Home directory shouldn’t be the same as mail directory with mbox or Maildir formats (but with dbox/obox it’s fine). It’s possible to do that, but you might run into trouble with it sooner or later. Some problems with this are:

  • Non-mailbox files may show up as mailboxes.

  • Or a user might not be able to create mailbox with some wanted name, because there already exists a conflicting file or directory.

    • e.g. with Maildir if you have .dovecot.sieve file, user can’t create a mailbox called “dovecot.sieve” (i.e. “dovecot” mailbox that has a “sieve” child)

  • And vice versa: If user creates “dovecot.sieve” mailbox, Dovecot will probably start logging all kinds of errors because the mailbox directory isn’t a valid Sieve script.

  • If you ever intend to migrate to another mailbox format, it’s much easier to do if you can have both old and new mail directories under the user’s home directory.

Ways to set up home directory

The directory layouts for home and mail directories could look like one of these (in the preferred order):

  1. Mail directory under home, for example:

  • home=/var/vmail/domain/user/

  • mail=/var/vmail/domain/user/mail/

  1. Completely distinct home and mail directories:

  • home=/home/virtual/domain/user/

  • mail=/var/vmail/domain/user/

  1. Home directory under mail, for example:

    • Maildir: - home=/var/vmail/domain/user/home/ - mail=/var/vmail/domain/user/

    • mbox: There’s really no good and safe way to do it.

  2. The home directory is the same as the mail directory.
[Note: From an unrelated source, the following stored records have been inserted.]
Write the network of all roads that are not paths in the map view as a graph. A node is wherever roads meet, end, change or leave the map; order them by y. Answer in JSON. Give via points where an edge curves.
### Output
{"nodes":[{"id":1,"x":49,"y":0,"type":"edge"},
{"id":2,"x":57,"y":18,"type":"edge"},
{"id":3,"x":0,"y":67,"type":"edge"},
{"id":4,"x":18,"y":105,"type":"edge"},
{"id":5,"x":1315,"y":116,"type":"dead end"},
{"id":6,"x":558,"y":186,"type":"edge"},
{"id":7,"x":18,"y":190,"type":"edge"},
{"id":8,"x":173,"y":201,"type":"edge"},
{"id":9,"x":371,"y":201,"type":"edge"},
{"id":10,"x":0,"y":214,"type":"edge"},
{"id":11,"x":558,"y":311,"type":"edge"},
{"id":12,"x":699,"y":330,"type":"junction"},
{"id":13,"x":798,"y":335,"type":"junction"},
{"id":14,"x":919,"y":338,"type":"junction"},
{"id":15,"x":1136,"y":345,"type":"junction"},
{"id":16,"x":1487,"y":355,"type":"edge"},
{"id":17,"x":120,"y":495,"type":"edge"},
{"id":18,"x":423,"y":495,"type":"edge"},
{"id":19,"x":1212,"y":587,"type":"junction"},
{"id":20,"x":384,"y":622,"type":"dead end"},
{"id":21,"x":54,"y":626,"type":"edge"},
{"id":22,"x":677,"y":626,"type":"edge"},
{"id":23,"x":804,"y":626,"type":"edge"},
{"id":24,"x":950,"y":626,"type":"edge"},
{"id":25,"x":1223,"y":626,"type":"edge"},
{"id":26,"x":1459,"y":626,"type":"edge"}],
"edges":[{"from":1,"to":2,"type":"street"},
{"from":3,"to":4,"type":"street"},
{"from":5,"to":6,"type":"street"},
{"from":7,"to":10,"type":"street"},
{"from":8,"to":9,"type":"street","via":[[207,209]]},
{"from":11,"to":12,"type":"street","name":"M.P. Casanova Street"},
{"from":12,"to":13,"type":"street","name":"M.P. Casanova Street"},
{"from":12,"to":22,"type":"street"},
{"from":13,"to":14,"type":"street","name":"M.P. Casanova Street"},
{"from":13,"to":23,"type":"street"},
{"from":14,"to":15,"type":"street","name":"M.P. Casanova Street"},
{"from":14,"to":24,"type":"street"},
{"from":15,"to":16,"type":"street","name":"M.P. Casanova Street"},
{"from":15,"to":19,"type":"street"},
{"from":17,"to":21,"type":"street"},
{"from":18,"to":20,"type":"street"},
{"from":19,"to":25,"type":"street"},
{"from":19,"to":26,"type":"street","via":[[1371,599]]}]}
If for example home=/var/vmail/domain/user/ and mail=/var/vmail/domain/user/mail/, set:

mail_home = /var/vmail/%d/%n
mail_location = maildir:~/mail

LDAP with relative directory paths

If your LDAP database uses e.g. mailDirectory = domain/user/, you can use it as a base for home directory:

user_attrs = .., mailDirectory=home=/var/vmail/%$

Then just use mail_location = maildir:~/Maildir.

Mail location

If your users have varying locations for mail location, which cannot be represented by templating, userdb can return the mail field to override the default mail_location setting. Normally this is not needed, and it is sufficient to have the setting in config file.

Dynamic passwd-file locations

In the following example users are expected to log in as user@domain. Their mail is kept in their home directory at /home/<domain>/<username>/Maildir.

The usernames in the passwd and shadow files are expected to contain only the user part, no domain. This is because the path itself already contained %d to specify the domain. If you want the files to contain full user@domain names, you can change username_format to %u or leave it out.

Note that the default auth_username_format is %Lu.

mail_location = maildir:/home/%d/%n/Maildir
passdb {
  driver = passwd-file
  args = username_format=%n /home/%d/etc/shadow
userdb {
  driver = passwd-file
  args = username_format=%n /home/%d/etc/passwd

static userdb

Many people store only usernames and passwords in their database and don’t want to deal with UIDs or GIDs. In that case the easiest way to get Dovecot running is to use the static userdb:

mail_location = maildir:~/Maildir
passdb {
  driver = pam
userdb {
  driver = static
  args = uid=vmail gid=vmail home=/var/mail/virtual/%d/%n

This makes Dovecot look up the mails from /var/mail/virtual/<domain>/<user>/Maildir/ directory, which should be owned by vmail user and vmail group.